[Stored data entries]
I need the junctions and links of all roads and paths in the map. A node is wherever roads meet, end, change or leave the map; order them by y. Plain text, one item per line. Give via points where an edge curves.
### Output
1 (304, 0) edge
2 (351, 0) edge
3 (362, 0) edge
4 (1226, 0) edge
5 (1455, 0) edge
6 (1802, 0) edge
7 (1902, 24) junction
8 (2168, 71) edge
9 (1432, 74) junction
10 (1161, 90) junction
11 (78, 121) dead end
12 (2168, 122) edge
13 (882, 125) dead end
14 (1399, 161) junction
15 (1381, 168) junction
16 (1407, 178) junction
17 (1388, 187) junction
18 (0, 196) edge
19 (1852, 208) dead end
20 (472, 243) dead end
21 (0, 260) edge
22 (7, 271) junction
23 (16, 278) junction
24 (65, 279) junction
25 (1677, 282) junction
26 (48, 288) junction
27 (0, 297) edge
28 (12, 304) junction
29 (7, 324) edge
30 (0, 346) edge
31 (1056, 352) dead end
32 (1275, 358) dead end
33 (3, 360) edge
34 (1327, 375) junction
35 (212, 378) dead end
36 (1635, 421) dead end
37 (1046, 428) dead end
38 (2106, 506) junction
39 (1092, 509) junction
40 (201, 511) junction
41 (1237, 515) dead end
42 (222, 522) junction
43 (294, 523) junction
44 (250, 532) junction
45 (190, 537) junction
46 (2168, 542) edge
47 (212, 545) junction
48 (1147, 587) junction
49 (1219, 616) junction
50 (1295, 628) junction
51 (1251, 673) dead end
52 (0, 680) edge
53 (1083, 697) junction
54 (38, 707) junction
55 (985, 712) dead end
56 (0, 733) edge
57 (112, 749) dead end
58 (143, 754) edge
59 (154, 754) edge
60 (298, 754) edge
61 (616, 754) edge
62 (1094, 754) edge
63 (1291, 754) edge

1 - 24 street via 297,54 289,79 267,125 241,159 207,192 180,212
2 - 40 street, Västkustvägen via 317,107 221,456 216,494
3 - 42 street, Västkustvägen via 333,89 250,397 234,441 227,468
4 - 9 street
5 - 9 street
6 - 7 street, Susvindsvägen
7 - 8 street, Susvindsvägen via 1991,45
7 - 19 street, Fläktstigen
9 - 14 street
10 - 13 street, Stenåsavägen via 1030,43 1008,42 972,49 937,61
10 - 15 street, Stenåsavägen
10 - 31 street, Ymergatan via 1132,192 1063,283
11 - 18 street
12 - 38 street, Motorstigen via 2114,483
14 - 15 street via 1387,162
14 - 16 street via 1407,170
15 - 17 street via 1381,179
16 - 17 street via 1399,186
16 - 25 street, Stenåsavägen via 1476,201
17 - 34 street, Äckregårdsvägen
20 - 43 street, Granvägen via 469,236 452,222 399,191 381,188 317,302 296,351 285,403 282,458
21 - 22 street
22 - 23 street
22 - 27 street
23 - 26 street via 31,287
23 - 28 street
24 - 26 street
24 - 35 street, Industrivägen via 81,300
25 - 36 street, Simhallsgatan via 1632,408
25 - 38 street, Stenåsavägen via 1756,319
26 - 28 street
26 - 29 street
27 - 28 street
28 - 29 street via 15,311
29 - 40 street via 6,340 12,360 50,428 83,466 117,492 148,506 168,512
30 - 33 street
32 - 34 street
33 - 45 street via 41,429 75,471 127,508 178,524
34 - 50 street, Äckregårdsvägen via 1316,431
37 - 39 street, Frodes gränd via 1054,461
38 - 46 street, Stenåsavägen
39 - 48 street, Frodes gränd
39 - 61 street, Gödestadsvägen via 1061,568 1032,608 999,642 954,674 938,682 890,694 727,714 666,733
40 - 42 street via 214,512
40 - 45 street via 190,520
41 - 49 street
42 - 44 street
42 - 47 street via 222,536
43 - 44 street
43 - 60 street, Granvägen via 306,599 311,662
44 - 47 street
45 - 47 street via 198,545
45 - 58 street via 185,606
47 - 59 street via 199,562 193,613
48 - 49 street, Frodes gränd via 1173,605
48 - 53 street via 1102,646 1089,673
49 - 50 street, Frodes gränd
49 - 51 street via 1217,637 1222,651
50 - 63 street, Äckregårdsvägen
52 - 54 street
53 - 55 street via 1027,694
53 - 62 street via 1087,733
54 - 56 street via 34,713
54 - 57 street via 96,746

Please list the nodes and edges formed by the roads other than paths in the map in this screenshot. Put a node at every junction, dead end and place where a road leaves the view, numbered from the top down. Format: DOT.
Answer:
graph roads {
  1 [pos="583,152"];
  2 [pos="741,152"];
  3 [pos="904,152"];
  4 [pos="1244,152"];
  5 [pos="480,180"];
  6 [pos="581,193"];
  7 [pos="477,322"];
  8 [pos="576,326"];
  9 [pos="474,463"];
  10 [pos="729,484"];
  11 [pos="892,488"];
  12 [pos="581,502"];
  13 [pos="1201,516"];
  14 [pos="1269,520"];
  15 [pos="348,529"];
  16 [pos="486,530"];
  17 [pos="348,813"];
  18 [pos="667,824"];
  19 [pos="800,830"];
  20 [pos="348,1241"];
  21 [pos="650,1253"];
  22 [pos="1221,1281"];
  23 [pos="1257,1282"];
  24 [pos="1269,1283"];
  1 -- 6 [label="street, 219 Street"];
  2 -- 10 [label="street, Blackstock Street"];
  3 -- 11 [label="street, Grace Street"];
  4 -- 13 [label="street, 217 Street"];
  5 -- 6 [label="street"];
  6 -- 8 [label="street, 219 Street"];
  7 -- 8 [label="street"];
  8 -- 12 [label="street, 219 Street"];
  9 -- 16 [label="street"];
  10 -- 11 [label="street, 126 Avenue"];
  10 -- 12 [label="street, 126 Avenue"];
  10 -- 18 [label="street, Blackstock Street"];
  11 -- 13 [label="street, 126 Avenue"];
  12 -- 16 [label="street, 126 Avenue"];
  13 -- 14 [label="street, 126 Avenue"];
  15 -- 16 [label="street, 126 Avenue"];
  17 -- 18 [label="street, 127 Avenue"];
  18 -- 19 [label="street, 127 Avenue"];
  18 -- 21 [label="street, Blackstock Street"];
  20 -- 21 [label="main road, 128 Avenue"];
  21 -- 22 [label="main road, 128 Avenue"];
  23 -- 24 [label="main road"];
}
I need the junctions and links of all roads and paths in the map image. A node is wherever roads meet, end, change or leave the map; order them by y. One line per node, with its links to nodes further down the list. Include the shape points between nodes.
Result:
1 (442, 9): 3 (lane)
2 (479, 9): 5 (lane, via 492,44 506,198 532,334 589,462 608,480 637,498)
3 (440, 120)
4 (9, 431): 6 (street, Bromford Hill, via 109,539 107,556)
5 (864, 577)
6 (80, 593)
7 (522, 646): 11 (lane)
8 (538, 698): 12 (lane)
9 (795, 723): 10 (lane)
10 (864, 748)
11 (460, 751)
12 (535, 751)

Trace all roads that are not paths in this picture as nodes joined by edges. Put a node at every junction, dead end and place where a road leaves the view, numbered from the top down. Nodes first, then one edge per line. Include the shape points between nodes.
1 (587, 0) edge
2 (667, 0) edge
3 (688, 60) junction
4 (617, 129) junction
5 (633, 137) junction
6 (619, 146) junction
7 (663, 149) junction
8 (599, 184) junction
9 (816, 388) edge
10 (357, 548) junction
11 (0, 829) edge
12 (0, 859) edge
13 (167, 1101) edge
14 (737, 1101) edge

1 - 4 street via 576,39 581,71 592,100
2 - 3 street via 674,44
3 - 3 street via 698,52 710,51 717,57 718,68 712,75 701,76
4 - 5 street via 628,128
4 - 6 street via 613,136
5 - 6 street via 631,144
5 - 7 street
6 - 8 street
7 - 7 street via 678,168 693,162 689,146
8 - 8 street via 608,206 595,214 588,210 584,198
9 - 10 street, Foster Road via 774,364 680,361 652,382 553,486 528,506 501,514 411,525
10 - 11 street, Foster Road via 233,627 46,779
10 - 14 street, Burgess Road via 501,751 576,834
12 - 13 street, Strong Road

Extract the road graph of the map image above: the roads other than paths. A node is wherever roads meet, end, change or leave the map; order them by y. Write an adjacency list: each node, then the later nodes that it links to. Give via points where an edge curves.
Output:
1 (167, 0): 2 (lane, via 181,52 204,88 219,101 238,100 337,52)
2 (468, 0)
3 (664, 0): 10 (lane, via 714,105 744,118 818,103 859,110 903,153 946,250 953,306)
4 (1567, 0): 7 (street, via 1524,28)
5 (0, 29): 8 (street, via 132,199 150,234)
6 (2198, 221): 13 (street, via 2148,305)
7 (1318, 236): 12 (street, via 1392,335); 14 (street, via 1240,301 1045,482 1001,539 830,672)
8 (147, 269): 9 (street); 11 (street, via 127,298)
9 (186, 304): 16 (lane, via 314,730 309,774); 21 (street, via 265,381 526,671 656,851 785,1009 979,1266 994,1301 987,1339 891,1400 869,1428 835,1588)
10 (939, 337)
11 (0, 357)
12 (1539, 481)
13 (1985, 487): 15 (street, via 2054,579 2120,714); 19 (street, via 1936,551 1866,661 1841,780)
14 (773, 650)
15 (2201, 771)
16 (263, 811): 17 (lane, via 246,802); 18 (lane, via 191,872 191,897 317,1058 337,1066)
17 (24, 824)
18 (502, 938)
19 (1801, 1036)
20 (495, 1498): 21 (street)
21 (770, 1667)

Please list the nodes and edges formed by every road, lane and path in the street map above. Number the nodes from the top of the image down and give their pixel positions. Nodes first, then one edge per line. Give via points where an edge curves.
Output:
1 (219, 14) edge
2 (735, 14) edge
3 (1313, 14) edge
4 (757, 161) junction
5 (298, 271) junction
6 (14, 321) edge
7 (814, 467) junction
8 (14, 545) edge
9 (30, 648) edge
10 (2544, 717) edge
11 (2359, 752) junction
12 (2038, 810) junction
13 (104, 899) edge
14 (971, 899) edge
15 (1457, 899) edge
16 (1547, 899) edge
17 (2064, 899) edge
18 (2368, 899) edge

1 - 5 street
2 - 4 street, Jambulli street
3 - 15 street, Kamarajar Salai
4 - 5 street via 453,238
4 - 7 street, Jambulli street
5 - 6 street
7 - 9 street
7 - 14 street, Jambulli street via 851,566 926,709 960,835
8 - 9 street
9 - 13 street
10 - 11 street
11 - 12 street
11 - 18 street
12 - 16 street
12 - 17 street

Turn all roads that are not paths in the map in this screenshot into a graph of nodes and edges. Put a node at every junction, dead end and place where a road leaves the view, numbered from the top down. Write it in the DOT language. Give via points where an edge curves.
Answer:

### Work order
In the entries above, copy each line that contains the string "formed".

### Reply to the exercise
Please list the nodes and edges formed by the roads other than paths in the map in this screenshot. Put a node at every junction, dead end and place where a road leaves the view, numbered from the top down. Format: DOT.
Please list the nodes and edges formed by every road, lane and path in the street map above. Number the nodes from the top of the image down and give their pixel positions. Nodes first, then one edge per line. Give via points where an edge curves.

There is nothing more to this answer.